##### DATA TO EXAMINE #####
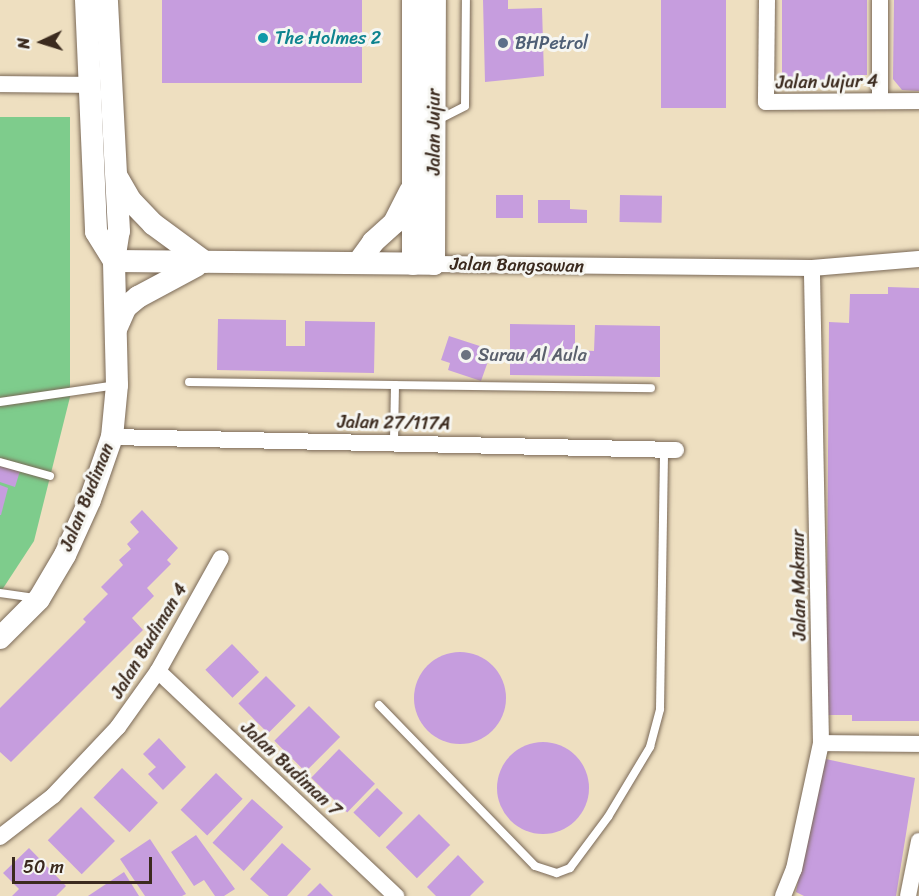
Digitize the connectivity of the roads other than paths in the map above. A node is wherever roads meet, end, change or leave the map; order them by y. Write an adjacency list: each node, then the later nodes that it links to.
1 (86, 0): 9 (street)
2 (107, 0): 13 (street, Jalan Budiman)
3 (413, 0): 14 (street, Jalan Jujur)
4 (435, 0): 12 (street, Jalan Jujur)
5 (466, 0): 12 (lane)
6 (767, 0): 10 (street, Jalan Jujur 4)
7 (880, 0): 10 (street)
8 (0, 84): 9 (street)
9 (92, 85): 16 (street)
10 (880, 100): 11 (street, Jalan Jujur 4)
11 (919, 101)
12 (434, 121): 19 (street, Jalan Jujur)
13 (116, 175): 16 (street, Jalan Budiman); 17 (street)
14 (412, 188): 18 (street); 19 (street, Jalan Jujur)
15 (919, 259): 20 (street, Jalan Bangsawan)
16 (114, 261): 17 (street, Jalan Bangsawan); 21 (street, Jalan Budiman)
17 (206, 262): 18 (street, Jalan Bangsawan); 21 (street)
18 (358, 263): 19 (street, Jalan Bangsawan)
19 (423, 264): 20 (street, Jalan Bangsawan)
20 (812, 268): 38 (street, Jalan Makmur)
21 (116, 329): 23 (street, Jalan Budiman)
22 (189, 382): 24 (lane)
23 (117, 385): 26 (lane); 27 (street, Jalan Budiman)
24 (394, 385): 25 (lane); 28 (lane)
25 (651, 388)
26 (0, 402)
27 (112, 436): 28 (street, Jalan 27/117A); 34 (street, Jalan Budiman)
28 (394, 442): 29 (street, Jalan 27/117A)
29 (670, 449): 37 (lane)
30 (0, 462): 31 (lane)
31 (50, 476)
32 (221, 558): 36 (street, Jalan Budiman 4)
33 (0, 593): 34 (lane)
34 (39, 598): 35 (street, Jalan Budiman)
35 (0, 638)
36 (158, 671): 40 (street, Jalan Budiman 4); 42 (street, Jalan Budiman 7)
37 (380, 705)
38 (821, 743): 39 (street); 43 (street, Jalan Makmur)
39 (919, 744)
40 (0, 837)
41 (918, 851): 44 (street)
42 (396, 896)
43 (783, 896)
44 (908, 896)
#####
Pictures stay out; the records above are otherwise reproduced exactly.

Digitize the connectivity of the roads other than paths in the map above. A node is wherever roads meet, end, change or leave the map; order them by y. Write an adjacency list: each node, then the later nodes that it links to.
1 (86, 0): 9 (street)
2 (107, 0): 13 (street, Jalan Budiman)
3 (413, 0): 14 (street, Jalan Jujur)
4 (435, 0): 12 (street, Jalan Jujur)
5 (466, 0): 12 (lane)
6 (767, 0): 10 (street, Jalan Jujur 4)
7 (880, 0): 10 (street)
8 (0, 84): 9 (street)
9 (92, 85): 16 (street)
10 (880, 100): 11 (street, Jalan Jujur 4)
11 (919, 101)
12 (434, 121): 19 (street, Jalan Jujur)
13 (116, 175): 16 (street, Jalan Budiman); 17 (street)
14 (412, 188): 18 (street); 19 (street, Jalan Jujur)
15 (919, 259): 20 (street, Jalan Bangsawan)
16 (114, 261): 17 (street, Jalan Bangsawan); 21 (street, Jalan Budiman)
17 (206, 262): 18 (street, Jalan Bangsawan); 21 (street)
18 (358, 263): 19 (street, Jalan Bangsawan)
19 (423, 264): 20 (street, Jalan Bangsawan)
20 (812, 268): 38 (street, Jalan Makmur)
21 (116, 329): 23 (street, Jalan Budiman)
22 (189, 382): 24 (lane)
23 (117, 385): 26 (lane); 27 (street, Jalan Budiman)
24 (394, 385): 25 (lane); 28 (lane)
25 (651, 388)
26 (0, 402)
27 (112, 436): 28 (street, Jalan 27/117A); 34 (street, Jalan Budiman)
28 (394, 442): 29 (street, Jalan 27/117A)
29 (670, 449): 37 (lane)
30 (0, 462): 31 (lane)
31 (50, 476)
32 (221, 558): 36 (street, Jalan Budiman 4)
33 (0, 593): 34 (lane)
34 (39, 598): 35 (street, Jalan Budiman)
35 (0, 638)
36 (158, 671): 40 (street, Jalan Budiman 4); 42 (street, Jalan Budiman 7)
37 (380, 705)
38 (821, 743): 39 (street); 43 (street, Jalan Makmur)
39 (919, 744)
40 (0, 837)
41 (918, 851): 44 (street)
42 (396, 896)
43 (783, 896)
44 (908, 896)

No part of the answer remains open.